Bookplate with the Arms of Hector Pömer

(click on image to print)
Beham or Dürer, Bookplate

Bookplate with the Arms of Hector Pömer

Woodcut, 1525, 288 x 189 mm., Bartsch 163 (as Dürer), Pauli 1352 (as Beham). Fine impression, showing the same losses in the borderline as other impressions seen, on thin, brownish, laid paper with an indecipherable watermark, and thread margins outside the borderline. The work was originally catalogued by Bartsch as Dürer. Pauli claimed it as H. S. Beham, which has been maintained for many years, Opinion may now be shifting back to Dürer.
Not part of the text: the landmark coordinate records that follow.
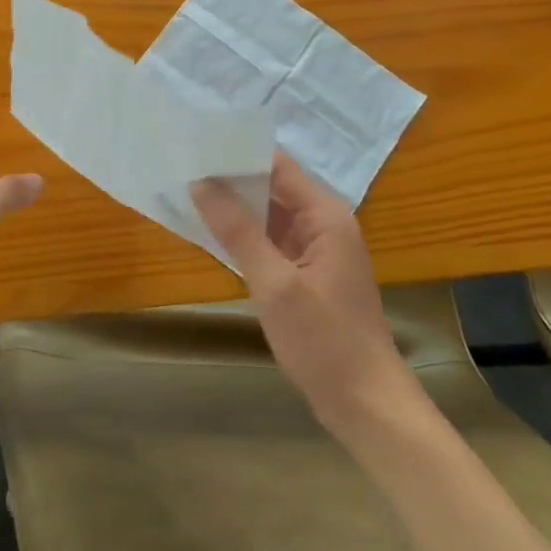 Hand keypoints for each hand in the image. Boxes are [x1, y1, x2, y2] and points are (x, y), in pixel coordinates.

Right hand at [192, 153, 421, 436]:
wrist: (367, 405)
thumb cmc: (324, 341)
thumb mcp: (274, 284)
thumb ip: (238, 231)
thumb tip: (201, 183)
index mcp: (325, 215)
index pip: (278, 166)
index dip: (239, 154)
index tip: (198, 146)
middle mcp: (324, 223)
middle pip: (274, 187)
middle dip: (232, 179)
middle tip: (183, 167)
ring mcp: (318, 250)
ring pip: (271, 216)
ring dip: (237, 208)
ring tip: (189, 192)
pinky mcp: (309, 275)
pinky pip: (274, 242)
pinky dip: (247, 236)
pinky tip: (213, 234)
The monogram at the base of the design is that of the block cutter (formschneider), believed to be Hieronymous Andreä, sometimes called Resch, who is best known as the cutter of Dürer's huge Triumphal Arch woodcut and esteemed as one of the finest cutters of his time. However, none of the other blocks known to have been cut by Andreä bear this monogram. To further complicate matters, Andreä is also known to have worked with Beham. Pömer was provost of the Church of St. Lawrence in Nuremberg in 1525 and would presumably have been acquainted with both Dürer and Beham. St. Lawrence, his patron, is pictured here holding up the shield of the Pömer family and in the four corners are the shields of related families. The print is believed to be the earliest dated German bookplate.